Task brief
Give the data again exactly, from its opening line through the line in which "Build a routing" appears.

++++++++++

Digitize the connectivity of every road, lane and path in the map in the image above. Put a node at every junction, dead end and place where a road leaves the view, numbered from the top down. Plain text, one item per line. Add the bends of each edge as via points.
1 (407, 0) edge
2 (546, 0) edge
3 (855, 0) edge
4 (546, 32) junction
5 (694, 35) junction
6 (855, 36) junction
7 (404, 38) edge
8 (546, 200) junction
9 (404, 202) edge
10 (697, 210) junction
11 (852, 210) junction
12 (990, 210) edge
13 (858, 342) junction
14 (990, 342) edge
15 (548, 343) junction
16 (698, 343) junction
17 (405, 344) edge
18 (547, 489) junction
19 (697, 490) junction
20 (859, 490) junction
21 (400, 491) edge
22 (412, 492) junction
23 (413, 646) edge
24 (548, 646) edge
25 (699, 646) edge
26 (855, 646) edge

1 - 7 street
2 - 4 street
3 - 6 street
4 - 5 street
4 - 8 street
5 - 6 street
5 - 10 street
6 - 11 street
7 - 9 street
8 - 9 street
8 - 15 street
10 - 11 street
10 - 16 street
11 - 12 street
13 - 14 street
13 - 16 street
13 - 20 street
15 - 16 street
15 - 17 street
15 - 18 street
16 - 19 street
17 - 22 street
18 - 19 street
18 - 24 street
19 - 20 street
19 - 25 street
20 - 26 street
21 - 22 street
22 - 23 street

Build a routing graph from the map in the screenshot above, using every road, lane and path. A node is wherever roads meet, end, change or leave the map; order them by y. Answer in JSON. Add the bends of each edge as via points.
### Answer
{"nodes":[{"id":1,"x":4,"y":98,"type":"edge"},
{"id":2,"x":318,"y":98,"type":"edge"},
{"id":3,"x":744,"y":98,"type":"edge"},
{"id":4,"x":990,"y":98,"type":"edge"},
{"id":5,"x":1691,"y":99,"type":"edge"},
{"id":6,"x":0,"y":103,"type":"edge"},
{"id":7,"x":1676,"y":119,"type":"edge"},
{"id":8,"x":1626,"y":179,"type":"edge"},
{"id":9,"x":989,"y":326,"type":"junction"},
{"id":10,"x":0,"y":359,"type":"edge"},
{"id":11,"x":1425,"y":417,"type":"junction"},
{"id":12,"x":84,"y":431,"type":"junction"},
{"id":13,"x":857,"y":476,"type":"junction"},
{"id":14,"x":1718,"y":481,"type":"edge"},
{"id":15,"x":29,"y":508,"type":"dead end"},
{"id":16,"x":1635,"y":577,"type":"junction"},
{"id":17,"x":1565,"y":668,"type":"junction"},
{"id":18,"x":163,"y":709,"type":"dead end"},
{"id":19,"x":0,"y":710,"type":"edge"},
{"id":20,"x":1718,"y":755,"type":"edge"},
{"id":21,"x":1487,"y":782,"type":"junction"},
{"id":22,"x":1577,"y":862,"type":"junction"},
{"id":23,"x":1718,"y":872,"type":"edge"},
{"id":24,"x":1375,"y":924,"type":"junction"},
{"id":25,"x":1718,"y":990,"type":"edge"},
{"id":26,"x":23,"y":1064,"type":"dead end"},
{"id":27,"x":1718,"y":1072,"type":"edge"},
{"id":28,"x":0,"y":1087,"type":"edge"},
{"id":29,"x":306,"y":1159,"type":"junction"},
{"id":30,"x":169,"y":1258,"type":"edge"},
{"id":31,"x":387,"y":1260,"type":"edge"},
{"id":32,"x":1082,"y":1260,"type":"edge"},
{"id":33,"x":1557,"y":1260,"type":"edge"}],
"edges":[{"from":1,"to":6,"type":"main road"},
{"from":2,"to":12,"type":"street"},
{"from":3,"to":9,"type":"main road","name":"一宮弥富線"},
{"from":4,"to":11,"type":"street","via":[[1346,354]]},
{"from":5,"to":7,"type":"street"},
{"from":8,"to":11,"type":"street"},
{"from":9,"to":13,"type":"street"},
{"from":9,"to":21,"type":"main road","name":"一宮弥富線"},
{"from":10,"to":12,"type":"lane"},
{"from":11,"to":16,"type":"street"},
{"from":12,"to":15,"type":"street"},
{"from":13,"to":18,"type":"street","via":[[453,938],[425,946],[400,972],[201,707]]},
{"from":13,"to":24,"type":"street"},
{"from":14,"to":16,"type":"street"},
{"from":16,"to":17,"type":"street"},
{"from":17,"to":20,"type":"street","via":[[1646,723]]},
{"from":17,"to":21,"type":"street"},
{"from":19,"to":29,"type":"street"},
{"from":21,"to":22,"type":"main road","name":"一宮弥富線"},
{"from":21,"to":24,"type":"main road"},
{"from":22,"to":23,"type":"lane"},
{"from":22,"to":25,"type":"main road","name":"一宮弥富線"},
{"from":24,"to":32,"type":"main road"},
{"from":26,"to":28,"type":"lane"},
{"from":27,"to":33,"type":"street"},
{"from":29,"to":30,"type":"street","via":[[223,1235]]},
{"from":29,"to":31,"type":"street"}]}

++++++++++

Task answer
Digitize the connectivity of every road, lane and path in the map in the image above. Put a node at every junction, dead end and place where a road leaves the view, numbered from the top down. Plain text, one item per line. Add the bends of each edge as via points.
1 (407, 0) edge
2 (546, 0) edge
3 (855, 0) edge
4 (546, 32) junction
5 (694, 35) junction
6 (855, 36) junction
7 (404, 38) edge
8 (546, 200) junction
9 (404, 202) edge
10 (697, 210) junction
11 (852, 210) junction
12 (990, 210) edge
13 (858, 342) junction
14 (990, 342) edge
15 (548, 343) junction
16 (698, 343) junction
17 (405, 344) edge
18 (547, 489) junction
19 (697, 490) junction
20 (859, 490) junction
21 (400, 491) edge
22 (412, 492) junction
23 (413, 646) edge
24 (548, 646) edge
25 (699, 646) edge
26 (855, 646) edge

1 - 7 street
2 - 4 street
3 - 6 street
4 - 5 street
4 - 8 street
5 - 6 street
5 - 10 street
6 - 11 street
7 - 9 street
8 - 9 street
8 - 15 street
10 - 11 street
10 - 16 street
11 - 12 street
13 - 14 street
13 - 16 street
13 - 20 street
15 - 16 street
15 - 17 street
15 - 18 street
16 - 19 street
17 - 22 street
18 - 19 street
18 - 24 street
19 - 20 street
19 - 25 street
20 - 26 street
21 - 22 street
22 - 23 street

Build a routing graph from the map in the screenshot above, using every road, lane and path. A node is wherever roads meet, end, change or leave the map; order them by y. Answer in JSON. Add the bends of each edge as via points.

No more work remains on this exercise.